Stuxnet gets around this by targeting supervisory control and data acquisition (SCADA) software systems found in industrial control settings. These systems control a multitude of complex processes giving each individual SCADA system profile a unique “DNA.” Stuxnet uses this DNA like a key. While a multitude of machines can be infected, it will only execute the final disable, disrupt, deceive or destroy command when it recognizes the correct destination.

Because of the incredible amount of sophisticated code, the unprecedented use of four “zero-day” or previously unknown exploits, and the amount of background intelligence needed to target the virus, Stuxnet was surely created by a nation-state. Additionally, there is every indication that the target was the Iranian Natanz reactor. As an ironic aside, Stuxnet may have affected some North Korean nuclear facilities, indicating an identical SCADA system and by extension an identical supplier.

With this emerging reality of a “fifth domain” of warfare, the distinctions in this terminology have become even more important. While it may be politically convenient to deal with similar security-oriented threats under a single rubric, history has shown that this can lead to problematic and counterproductive outcomes.

Upon examination, it becomes clear that much of this emerging issue lies within the transnational organized crime agenda or is at heart a trade issue in the spirit of intellectual-property rights. To this end, it is encouraging to see that the incoming executive director of the United Nations Office on Drugs and Crime (UNODC), Yuri Fedotov, has placed cybercrime high on the agenda.

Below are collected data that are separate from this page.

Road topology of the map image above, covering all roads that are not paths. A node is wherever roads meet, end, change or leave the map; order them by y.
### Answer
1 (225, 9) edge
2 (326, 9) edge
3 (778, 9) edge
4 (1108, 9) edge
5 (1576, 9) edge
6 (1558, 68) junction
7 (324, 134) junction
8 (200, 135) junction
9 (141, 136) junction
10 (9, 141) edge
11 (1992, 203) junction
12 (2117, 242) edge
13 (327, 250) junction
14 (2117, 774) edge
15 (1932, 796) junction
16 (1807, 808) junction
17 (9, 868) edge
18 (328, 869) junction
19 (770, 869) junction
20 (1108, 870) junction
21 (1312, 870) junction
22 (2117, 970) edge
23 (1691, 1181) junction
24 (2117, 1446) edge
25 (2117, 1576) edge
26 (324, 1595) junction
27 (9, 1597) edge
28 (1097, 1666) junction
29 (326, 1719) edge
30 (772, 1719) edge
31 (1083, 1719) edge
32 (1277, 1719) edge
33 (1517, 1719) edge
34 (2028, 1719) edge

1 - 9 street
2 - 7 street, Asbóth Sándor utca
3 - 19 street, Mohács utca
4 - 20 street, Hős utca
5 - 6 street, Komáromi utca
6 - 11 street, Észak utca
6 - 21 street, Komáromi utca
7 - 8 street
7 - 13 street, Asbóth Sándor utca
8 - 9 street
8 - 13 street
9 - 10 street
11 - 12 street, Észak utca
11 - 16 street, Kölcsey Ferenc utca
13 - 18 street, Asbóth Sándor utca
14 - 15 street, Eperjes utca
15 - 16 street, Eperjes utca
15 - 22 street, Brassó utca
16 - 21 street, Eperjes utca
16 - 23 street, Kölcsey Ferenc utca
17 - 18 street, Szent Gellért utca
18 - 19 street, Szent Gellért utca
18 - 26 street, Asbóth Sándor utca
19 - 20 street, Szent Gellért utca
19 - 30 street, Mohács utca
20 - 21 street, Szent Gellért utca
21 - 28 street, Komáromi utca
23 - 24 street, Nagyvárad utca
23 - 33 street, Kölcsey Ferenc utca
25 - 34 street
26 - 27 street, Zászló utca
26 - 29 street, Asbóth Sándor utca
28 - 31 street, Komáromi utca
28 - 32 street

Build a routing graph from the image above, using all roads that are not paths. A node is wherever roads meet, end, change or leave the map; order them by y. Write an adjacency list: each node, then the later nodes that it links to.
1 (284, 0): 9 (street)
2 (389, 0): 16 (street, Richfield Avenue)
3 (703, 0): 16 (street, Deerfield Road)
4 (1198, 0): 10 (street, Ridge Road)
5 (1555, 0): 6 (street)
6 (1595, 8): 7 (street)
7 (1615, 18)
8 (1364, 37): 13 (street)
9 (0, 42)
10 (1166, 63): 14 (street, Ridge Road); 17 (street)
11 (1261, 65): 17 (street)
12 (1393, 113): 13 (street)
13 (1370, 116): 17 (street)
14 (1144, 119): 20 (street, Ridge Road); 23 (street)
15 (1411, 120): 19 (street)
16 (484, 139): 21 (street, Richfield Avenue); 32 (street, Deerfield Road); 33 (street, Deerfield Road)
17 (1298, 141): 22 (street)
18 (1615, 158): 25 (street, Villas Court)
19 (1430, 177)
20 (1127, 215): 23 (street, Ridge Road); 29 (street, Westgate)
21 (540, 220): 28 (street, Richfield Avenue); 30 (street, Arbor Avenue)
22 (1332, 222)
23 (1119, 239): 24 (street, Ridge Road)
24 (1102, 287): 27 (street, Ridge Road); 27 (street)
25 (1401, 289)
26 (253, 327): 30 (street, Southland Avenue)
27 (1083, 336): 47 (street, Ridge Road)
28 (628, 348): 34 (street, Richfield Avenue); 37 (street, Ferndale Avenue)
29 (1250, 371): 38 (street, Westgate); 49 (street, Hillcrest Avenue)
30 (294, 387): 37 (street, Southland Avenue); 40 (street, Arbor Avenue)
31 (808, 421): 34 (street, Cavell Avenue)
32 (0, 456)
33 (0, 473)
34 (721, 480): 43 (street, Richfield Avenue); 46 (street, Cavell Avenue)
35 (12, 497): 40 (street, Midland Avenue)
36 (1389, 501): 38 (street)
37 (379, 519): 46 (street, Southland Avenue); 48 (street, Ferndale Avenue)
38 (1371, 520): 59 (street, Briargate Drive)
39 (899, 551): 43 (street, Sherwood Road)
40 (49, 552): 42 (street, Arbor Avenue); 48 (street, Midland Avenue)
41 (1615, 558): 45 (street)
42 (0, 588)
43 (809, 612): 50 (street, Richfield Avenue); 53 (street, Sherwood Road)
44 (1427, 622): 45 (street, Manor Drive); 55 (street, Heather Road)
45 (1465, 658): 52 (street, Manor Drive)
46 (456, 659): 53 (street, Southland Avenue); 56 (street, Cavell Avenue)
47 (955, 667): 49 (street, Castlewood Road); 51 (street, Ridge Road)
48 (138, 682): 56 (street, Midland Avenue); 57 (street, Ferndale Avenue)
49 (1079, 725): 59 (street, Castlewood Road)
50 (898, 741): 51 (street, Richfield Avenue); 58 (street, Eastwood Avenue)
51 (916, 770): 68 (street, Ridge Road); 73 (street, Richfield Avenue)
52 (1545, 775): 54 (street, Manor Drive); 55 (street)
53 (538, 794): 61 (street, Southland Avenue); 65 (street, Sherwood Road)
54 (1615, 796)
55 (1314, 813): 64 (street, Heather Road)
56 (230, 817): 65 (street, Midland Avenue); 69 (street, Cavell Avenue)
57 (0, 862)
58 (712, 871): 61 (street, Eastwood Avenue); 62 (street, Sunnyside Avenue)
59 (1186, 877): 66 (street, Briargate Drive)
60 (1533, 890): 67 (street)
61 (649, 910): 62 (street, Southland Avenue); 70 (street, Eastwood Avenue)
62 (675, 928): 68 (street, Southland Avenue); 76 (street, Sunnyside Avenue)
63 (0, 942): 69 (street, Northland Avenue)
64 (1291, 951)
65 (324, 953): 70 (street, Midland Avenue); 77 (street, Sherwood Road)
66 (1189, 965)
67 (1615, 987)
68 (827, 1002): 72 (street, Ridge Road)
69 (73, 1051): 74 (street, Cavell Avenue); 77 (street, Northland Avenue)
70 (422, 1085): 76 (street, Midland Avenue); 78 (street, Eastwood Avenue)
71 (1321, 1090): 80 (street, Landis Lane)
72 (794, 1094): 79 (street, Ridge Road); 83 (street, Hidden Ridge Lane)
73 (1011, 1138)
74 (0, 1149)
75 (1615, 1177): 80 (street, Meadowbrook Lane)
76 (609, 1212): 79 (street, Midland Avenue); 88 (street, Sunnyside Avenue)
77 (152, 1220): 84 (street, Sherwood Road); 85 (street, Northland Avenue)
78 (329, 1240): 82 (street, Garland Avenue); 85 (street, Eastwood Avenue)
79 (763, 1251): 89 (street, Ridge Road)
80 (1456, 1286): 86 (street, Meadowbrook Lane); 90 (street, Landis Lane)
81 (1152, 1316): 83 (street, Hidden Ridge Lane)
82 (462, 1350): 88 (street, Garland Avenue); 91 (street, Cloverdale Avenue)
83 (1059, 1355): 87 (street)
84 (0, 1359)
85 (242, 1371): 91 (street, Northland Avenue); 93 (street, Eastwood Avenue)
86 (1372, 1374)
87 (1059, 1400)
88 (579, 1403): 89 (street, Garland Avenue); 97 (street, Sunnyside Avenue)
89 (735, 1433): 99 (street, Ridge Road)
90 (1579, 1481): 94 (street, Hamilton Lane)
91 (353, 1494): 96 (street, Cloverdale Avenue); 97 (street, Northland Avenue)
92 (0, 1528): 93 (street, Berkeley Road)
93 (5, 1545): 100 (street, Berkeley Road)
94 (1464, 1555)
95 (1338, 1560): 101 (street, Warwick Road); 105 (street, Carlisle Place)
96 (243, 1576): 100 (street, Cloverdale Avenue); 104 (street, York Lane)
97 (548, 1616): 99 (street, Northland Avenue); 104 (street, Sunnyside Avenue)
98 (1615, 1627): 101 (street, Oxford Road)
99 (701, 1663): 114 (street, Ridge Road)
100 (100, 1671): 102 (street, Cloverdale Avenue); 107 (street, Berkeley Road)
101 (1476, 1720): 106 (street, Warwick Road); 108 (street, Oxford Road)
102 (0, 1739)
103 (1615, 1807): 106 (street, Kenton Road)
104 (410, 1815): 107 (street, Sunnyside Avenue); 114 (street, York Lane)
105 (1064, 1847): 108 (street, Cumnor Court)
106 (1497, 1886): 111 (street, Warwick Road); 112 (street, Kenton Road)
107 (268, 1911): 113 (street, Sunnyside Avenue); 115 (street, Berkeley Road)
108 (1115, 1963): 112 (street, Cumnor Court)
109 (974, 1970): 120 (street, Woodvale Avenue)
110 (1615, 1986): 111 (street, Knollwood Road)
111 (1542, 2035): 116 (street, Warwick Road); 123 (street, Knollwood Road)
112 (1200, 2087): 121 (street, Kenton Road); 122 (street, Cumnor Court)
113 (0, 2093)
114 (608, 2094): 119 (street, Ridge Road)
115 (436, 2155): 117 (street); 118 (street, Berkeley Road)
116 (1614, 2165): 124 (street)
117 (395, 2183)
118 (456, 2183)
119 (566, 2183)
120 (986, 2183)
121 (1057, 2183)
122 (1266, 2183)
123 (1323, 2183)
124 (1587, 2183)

All this is to say that while it is convenient to talk of creating new institutions and organizations to deal with cyber threats, the existing institutional architecture both internationally and domestically may be both the most feasible and the most appropriate. It is good to see the General Assembly begin to consider what an appropriate international framework for the largely unregulated Internet would look like. The International Telecommunication Union conference on addressing security challenges on a global scale in December will hopefully offer some next steps in realizing this goal.